Sunday, March 11, 2018

Episode 035: Carolina Regulators and Battle of Alamance

Last week we discussed the decision to pull the British troops out of Boston following the Boston Massacre, as well as the repeal of most of the Townshend Duties.  These pullbacks ushered in several years of relative calm, from the end of 1770 until the end of 1773 when the Tea Party broke the peace once again.  Of course, those years were not entirely trouble free.  Today I want to cover the Regulator movement in the Carolinas.

I find the political evolution of South Carolina and North Caroline particularly fascinating.  In both cases settlers of the western part of the colony tended to be German, Scotch, or Irish, as compared to the English who settled along the east coast.  However, when the Revolution broke out, the western North Carolina settlers tended to support the patriot cause while easterners tended to maintain stronger support for the king. In South Carolina the opposite happened. Easterners joined the patriot cause, while westerners tended to remain loyal to the king.

South Carolina Regulators

I have not paid much attention to South Carolina since Episode 15, when the British crushed the Cherokee Uprising of 1761.  After the Cherokee gave up a large amount of territory to settle that dispute, colonial settlers moved in and set up farms.  Although parts of what is known as the Piedmont region of the colony had white colonists who had already lived there for a generation or two, the 1760’s saw a period of substantial growth.

Land settlement came quickly, but government in the new settlements did not keep up with the population boom.  This led to what we call the Regulator movement.  South Carolina Regulators were generally farmers and men of property who lived in the western part of the State.  These new settlers primarily, were not South Carolinians moving west.

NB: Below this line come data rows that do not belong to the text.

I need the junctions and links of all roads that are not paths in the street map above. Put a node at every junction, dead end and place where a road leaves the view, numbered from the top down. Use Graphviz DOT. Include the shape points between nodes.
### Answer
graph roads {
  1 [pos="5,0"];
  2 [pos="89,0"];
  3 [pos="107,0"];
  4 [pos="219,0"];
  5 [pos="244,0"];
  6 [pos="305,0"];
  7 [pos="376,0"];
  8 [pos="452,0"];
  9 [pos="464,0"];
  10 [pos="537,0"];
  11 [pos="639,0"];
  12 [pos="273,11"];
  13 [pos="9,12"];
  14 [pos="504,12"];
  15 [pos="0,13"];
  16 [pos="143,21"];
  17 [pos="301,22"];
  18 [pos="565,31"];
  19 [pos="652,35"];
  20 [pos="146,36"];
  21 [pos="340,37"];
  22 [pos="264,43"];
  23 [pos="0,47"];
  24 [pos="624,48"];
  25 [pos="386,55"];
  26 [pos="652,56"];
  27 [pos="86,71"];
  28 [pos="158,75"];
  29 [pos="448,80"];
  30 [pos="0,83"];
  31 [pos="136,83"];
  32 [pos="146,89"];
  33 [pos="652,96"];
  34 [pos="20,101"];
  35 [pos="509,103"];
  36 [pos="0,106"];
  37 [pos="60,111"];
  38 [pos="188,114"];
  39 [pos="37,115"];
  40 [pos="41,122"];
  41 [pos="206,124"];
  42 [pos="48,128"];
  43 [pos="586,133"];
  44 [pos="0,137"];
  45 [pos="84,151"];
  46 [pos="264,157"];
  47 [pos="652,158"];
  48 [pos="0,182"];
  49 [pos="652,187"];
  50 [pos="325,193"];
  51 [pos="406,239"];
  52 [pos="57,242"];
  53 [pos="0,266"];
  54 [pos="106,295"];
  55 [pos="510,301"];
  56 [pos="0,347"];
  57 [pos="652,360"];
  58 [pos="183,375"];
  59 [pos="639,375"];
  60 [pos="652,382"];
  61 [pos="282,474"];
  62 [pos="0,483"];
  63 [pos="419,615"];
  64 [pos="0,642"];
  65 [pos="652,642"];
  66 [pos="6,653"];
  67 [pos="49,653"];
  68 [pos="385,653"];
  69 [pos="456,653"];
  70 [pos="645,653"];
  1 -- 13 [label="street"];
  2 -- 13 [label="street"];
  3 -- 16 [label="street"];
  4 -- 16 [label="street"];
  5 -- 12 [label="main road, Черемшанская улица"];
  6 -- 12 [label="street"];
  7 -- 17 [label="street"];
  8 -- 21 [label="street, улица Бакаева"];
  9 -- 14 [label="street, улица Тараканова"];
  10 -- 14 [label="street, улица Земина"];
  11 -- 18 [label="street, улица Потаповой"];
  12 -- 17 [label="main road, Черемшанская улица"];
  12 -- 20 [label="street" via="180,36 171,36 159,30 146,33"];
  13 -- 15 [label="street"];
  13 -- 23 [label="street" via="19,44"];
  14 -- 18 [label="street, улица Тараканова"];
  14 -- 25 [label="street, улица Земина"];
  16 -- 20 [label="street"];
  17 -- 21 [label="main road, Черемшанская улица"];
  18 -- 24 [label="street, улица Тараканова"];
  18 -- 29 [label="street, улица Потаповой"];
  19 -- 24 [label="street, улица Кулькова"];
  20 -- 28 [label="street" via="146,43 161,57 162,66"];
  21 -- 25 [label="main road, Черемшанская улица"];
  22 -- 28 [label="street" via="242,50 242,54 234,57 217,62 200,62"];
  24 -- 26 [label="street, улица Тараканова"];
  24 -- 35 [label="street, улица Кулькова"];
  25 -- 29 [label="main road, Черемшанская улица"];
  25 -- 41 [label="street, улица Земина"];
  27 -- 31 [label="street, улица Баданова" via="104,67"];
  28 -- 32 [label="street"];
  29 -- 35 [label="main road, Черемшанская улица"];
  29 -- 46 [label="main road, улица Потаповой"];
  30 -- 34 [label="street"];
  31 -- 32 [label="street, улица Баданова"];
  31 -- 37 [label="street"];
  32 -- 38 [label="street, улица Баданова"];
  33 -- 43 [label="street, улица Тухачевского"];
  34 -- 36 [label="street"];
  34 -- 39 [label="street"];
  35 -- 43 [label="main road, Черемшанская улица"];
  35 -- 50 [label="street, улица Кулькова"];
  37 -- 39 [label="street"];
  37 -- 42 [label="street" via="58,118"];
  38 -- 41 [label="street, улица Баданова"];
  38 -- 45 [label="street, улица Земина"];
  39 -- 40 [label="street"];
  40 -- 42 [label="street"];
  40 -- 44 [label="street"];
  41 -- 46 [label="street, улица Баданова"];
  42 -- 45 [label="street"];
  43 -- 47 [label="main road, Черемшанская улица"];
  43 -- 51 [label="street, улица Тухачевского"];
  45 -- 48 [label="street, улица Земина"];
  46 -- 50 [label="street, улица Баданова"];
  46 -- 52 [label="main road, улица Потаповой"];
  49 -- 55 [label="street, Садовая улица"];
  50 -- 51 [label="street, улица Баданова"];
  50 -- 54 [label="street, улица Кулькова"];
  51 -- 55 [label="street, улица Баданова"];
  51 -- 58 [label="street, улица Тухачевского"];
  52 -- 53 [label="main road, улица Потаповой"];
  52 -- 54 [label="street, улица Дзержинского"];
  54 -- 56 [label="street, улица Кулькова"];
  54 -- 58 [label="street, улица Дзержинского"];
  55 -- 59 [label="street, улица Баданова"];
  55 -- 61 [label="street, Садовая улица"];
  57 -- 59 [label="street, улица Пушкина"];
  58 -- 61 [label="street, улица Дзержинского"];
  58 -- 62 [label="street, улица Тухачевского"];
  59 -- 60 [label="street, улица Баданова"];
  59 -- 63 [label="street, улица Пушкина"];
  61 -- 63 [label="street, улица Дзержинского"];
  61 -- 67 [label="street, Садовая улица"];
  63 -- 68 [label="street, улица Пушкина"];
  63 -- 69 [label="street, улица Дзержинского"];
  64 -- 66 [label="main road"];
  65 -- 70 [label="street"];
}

Rather they were immigrants moving into the colony.

South Carolina had a Governor and Council appointed by the King.  The colonists elected a House of Commons, although property requirements greatly limited voting to a relatively small minority of planters.  Elected officials had even more stringent requirements.  Members had to own 500 acres of land or more, at least 10 slaves or equivalent property, and belong to the Anglican Church.

Most of the western settlers were not Anglicans.  They were recent immigrants from Western Pennsylvania, Virginia, and North Carolina.  Their families tended to be German, Scotch-Irish, or Welsh.  As in England, the colonial legislature did not see any need to redistrict on a regular basis.  So even the few men who might qualify to vote, did not have any representation in Charleston.

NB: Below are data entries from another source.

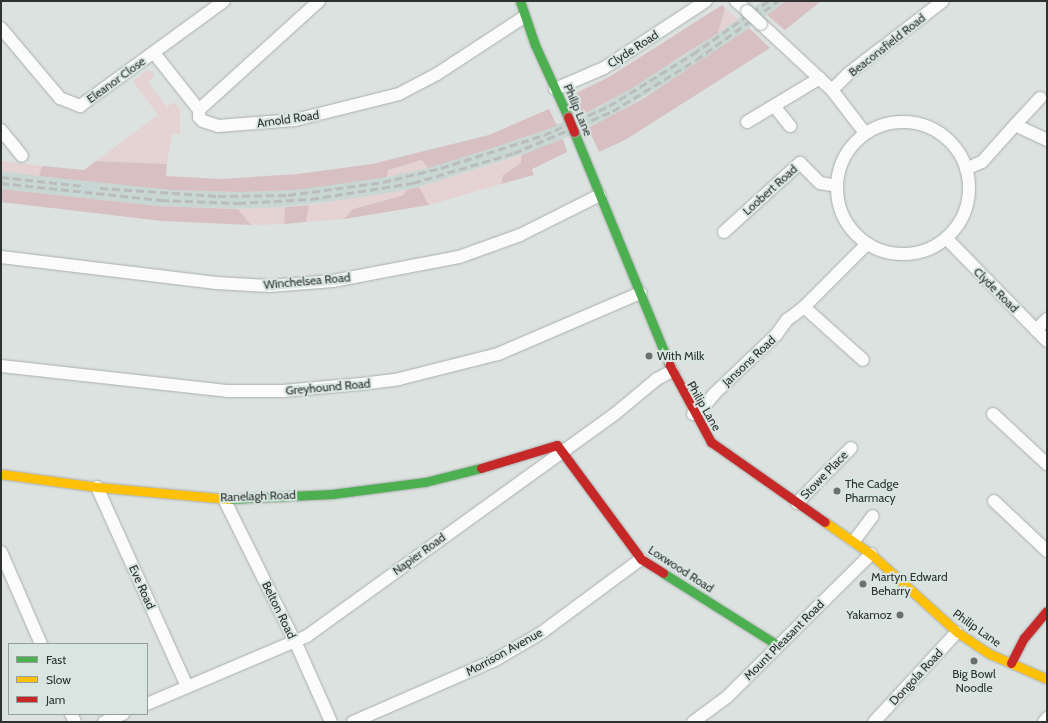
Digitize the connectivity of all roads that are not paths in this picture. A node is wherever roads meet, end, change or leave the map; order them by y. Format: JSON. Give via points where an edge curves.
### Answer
{"nodes":[{"id":1,"x":224,"y":1,"type":"edge"},
{"id":2,"x":319,"y":1,"type":"edge"},
{"id":3,"x":520,"y":1,"type":"edge"},
{"id":4,"x":706,"y":1,"type":"edge"},
{"id":5,"x":736,"y":1,"type":"edge"},
{"id":6,"x":943,"y":1,"type":"edge"},
{"id":7,"x":524,"y":17,"type":"junction"},
{"id":8,"x":1,"y":28,"type":"edge"},
{"id":9,"x":154,"y":53,"type":"junction"},
{"id":10,"x":820,"y":78,"type":"junction"},
{"id":11,"x":555,"y":89,"type":"junction"},
{"id":12,"x":832,"y":90,"type":"junction"},
{"id":13,"x":1040,"y":98,"type":"dead end"},
{"id":14,"x":774,"y":106,"type":"junction"},
{"id":15,"x":199,"y":110,"type":"junction"},
{"id":16,"x":747,"y":122,"type":"dead end"},
{"id":17,"x":1015,"y":125,"type":"junction"},
{"id":18,"x":790,"y":126,"type":"dead end"},
{"id":19,"x":1,"y":130,"type":"edge"},
{"id":20,"x":865,"y":133,"type":"junction"},
{"id":21,"x":1047,"y":140,"type":"edge"},
{"id":22,"x":22,"y":156,"type":"dead end"},
{"id":23,"x":966,"y":169,"type":"junction"},
{"id":24,"x":837,"y":186,"type":"junction"},
{"id":25,"x":600,"y":195,"type":"junction"},
{"id":26,"x":724,"y":232,"type":"dead end"},
{"id":27,"x":946,"y":238,"type":"junction"},
{"id":28,"x":867,"y":244,"type":"junction"},
{"id":29,"x":1,"y":257,"type":"edge"},
{"id":30,"x":640,"y":293,"type":"junction"},
{"id":31,"x":804,"y":307,"type":"junction"},
{"id":32,"x":1047,"y":319,"type":"edge"},
{"id":33,"x":1036,"y":330,"type":"junction"},
{"id":34,"x":1047,"y":341,"type":"edge"},
{"id":35,"x":863,"y":360,"type":"dead end"},
{"id":36,"x":1,"y":366,"type":"edge"},
{"id":37,"x":672,"y":371,"type":"junction"},
{"id":38,"x":693,"y":414,"type":"junction"},
{"id":39,"x":993,"y":414,"type":"dead end"},
{"id":40,"x":851,"y":448,"type":"dead end"},
{"id":41,"x":563,"y":451,"type":"junction"},
{"id":42,"x":512,"y":461,"type":"junction"},
{"id":43,"x":1047,"y":464,"type":"edge"},
{"id":44,"x":1,"y":474,"type":"edge"},
{"id":45,"x":524,"y":480,"type":"junction"},
{"id":46,"x":97,"y":487,"type":"junction"},
{"id":47,"x":224,"y":499,"type":"junction"},
{"id":48,"x":994,"y":501,"type":"dead end"},
{"id":49,"x":797,"y":503,"type":"junction"},
{"id":50,"x":874,"y":516,"type":"dead end"},
{"id":51,"x":854,"y":541,"type":"junction"},
{"id":52,"x":1047,"y":551,"type":"edge"},
{"id":53,"x":1,"y":552,"type":"edge"},
{"id":54,"x":871,"y":554,"type":"junction"},
{"id":55,"x":642,"y":559,"type":"junction"},
{"id":56,"x":1047,"y":611,"type":"edge"},
{"id":57,"x":957,"y":632,"type":"junction"},
{"id":58,"x":295,"y":642,"type":"junction"},
{"id":59,"x":41,"y":643,"type":"edge"},
{"id":60,"x":779,"y":646,"type":"junction"},
{"id":61,"x":1011,"y":663,"type":"junction"},
{"id":62,"x":1047,"y":679,"type":"edge"},
{"id":63,"x":187,"y":686,"type":"junction"},
{"id":64,"x":148,"y":704,"type":"edge"},
{"id":65,"x":121,"y":715,"type":"edge"},
{"id":66,"x":1047,"y":718,"type":"edge"},
{"id":67,"x":104,"y":722,"type":"edge"},
{"id":68,"x":331,"y":722,"type":"edge"},
{"id":69,"x":353,"y":722,"type":"edge"},
{"id":70,"x":693,"y":722,"type":"edge"},
{"id":71,"x":874,"y":722,"type":"edge"},
{"id":72,"x":1044,"y":722,"type":"edge"}],
"edges":[{"from":1,"to":9,"type":"street","name":"Eleanor Close"},
{"from":2,"to":15,"type":"street"},
{"from":3,"to":7,"type":"street","name":"Philip Lane"},
{"from":4,"to":11,"type":"street","name":"Clyde Road","via":[[604,68]]},
{"from":5,"to":10,"type":"street","bridge":true},
{"from":6,"to":12,"type":"street","name":"Beaconsfield Road","via":[[849,73]]},
{"from":7,"to":11,"type":"street","name":"Philip Lane"},
{"from":7,"to":15,"type":"street","name":"Arnold Road","via":[[437,74],[399,94],[348,109],[261,124],[208,125],[199,117]]},
{"from":8,"to":9,"type":"street","name":"Eleanor Close","via":[[60,98],[80,106]]},
{"from":9,"to":15,"type":"street","name":"Arnold Road"},
{"from":10,"to":12,"type":"street"},
{"from":10,"to":14,"type":"street"},
{"from":11,"to":25,"type":"street","name":"Philip Lane","bridge":true},
{"from":12,"to":20,"type":"street"},
{"from":13,"to":17,"type":"street"},
{"from":14,"to":16,"type":"street"},
{"from":14,"to":18,"type":"street"},
{"from":17,"to":21,"type":"street"},
{"from":17,"to":23,"type":"street","via":[[982,162]]},
{"from":19,"to":22,"type":"street"},
{"from":20,"to":23,"type":"street","via":[[891,123],[911,122],[925,125],[937,131],[953,145]]},
{"from":20,"to":24,"type":"street","via":[[843,159]]},
{"from":23,"to":27,"type":"street","via":[[969,190],[967,203],[959,222]]},
{"from":24,"to":26,"type":"street","name":"Loobert Road","via":[[820,183],[800,163]]},
{"from":24,"to":28,"type":"street","via":[[838,200],[845,220],[852,231]]},
{"from":25,"to":29,"type":"street","name":"Winchelsea Road","via":[[520,235],[459,257],[333,281],[269,286],[216,283]]},
{"from":25,"to":30,"type":"street","name":"Philip Lane"},
{"from":27,"to":28,"type":"street","via":[[928,249],[908,254],[887,252]]},
{"from":27,"to":33,"type":"street","name":"Clyde Road"},
{"from":28,"to":31,"type":"street","name":"Jansons Road"},
{"from":30,"to":36,"type":"street","name":"Greyhound Road","via":[[498,354],[399,379],[361,384],[283,391],[227,391]]},
{"from":30,"to":37,"type":"street","name":"Philip Lane"},
{"from":31,"to":35,"type":"street"},
{"from":31,"to":38,"type":"street","name":"Jansons Road","via":[[787,320],[776,336]]},
{"from":32,"to":33,"type":"street"},
{"from":33,"to":34,"type":"street","name":"Clyde Road"},
{"from":37,"to":38,"type":"street","name":"Philip Lane"},
{"from":37,"to":41,"type":"street","name":"Napier Road","via":[[657,379]]},
{"from":38,"to":49,"type":"street","name":"Philip Lane","via":[[711,442],[725,454]]},
{"from":39,"to":43,"type":"street"},
{"from":40,"to":49,"type":"street","name":"Stowe Place"},
{"from":41,"to":42,"type":"street","name":"Ranelagh Road","via":[[557,445]]},
{"from":41,"to":45,"type":"street","name":"Napier Road"},
{"from":41,"to":55,"type":"street","name":"Loxwood Road"},
{"from":42,"to":45,"type":"street"},
{"from":42,"to":47,"type":"street","name":"Ranelagh Road","via":[[395,488]]},
{"from":44,"to":46,"type":"street","name":"Ranelagh Road"},
{"from":45,"to":58,"type":"street","name":"Napier Road","via":[[307,636]]},
{"from":46,"to":47,"type":"street","name":"Ranelagh Road"},
{"from":46,"to":63,"type":"street","name":"Eve Road"},
{"from":47,"to":58,"type":"street","name":"Belton Road"},
{"from":48,"to":52,"type":"street"},
{"from":49,"to":51,"type":"street","name":"Philip Lane"},
{"from":50,"to":51,"type":"street"},
{"from":51,"to":54,"type":"street","name":"Philip Lane"},
{"from":53,"to":59,"type":"street"},
{"from":54,"to":57,"type":"street","name":"Philip Lane"},
{"from":54,"to":60,"type":"street","name":"Mount Pleasant Road"},
{"from":55,"to":60,"type":"street","name":"Loxwood Road"},
{"from":55,"to":69,"type":"street","name":"Morrison Avenue","via":[[540,633],[495,660]]},
{"from":56,"to":61,"type":"street","via":[[1024,638]]},
{"from":57,"to":61,"type":"street","name":"Philip Lane","via":[[990,654]]},
{"from":57,"to":71,"type":"street","name":"Dongola Road"},
{"from":58,"to":63,"type":"street","name":"Napier Road"},
{"from":58,"to":68,"type":"street","name":"Belton Road"},
{"from":60,"to":70,"type":"street","name":"Mount Pleasant Road","via":[[727,697]]},
{"from":61,"to":62,"type":"street","name":"Philip Lane"},
{"from":63,"to":64,"type":"street","name":"Napier Road"},
{"from":65,"to":67,"type":"street"},
{"from":66,"to":72,"type":"street"}]}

The Piedmont region also had no sheriffs, courts, or jails to maintain law and order.  The local property owners formed themselves into vigilante groups, known as Regulators, which enforced their view of law.  Mostly, they targeted what they called hunters.  These were essentially homeless people with guns.  They roamed the back country, killing animals, often farm animals.  They left half eaten carcasses, which attracted wolves and other undesirable wildlife.  They would sometimes start fires to chase game at night. They often wandered into Indian reserves, potentially stirring up another war.  Sometimes they would steal directly from farmers or even raid isolated farms.  There are stories of some brutal home invasions during this time.

War of Regulation (from Wikipedia, artist's conception)
The Regulators first organized to drive these undesirables out of the area.  Regulators would go after anyone believed to be guilty of a crime or other undesirable behavior.  If a suspect was captured, the Regulators would most commonly dispensed punishment with a whipping, sometimes with a demand that the accused leave the area.  Property owners who did something to displease the Regulators might find their barn or home burned to the ground.  Even suspected prostitutes were subjected to whippings as the regulators attempted to make their territory more respectable.

Regulators also had to deal with escaped slaves.  The Regulators tended to be wealthy property owners, many of whom owned slaves.  The communities of ruffians living in the back country often provided asylum to escaped slaves which not only made it easier for slaves to escape, but created a core that might eventually organize into a slave rebellion.

The Regulators operated for most of the 1760s, providing the only source of law, frontier justice for the region.  But even the Regulators wanted a more official and permanent form of law enforcement.  They lobbied the Governor and assembly for influence in the government.  They wanted representation to put in place a more legitimate and stable government in the west.  In 1768, the government obliged by creating new Judicial Districts for the western regions.  It also organized new electoral districts.  Finally, after elections, the western districts sent representatives to the legislature in Charleston in 1770.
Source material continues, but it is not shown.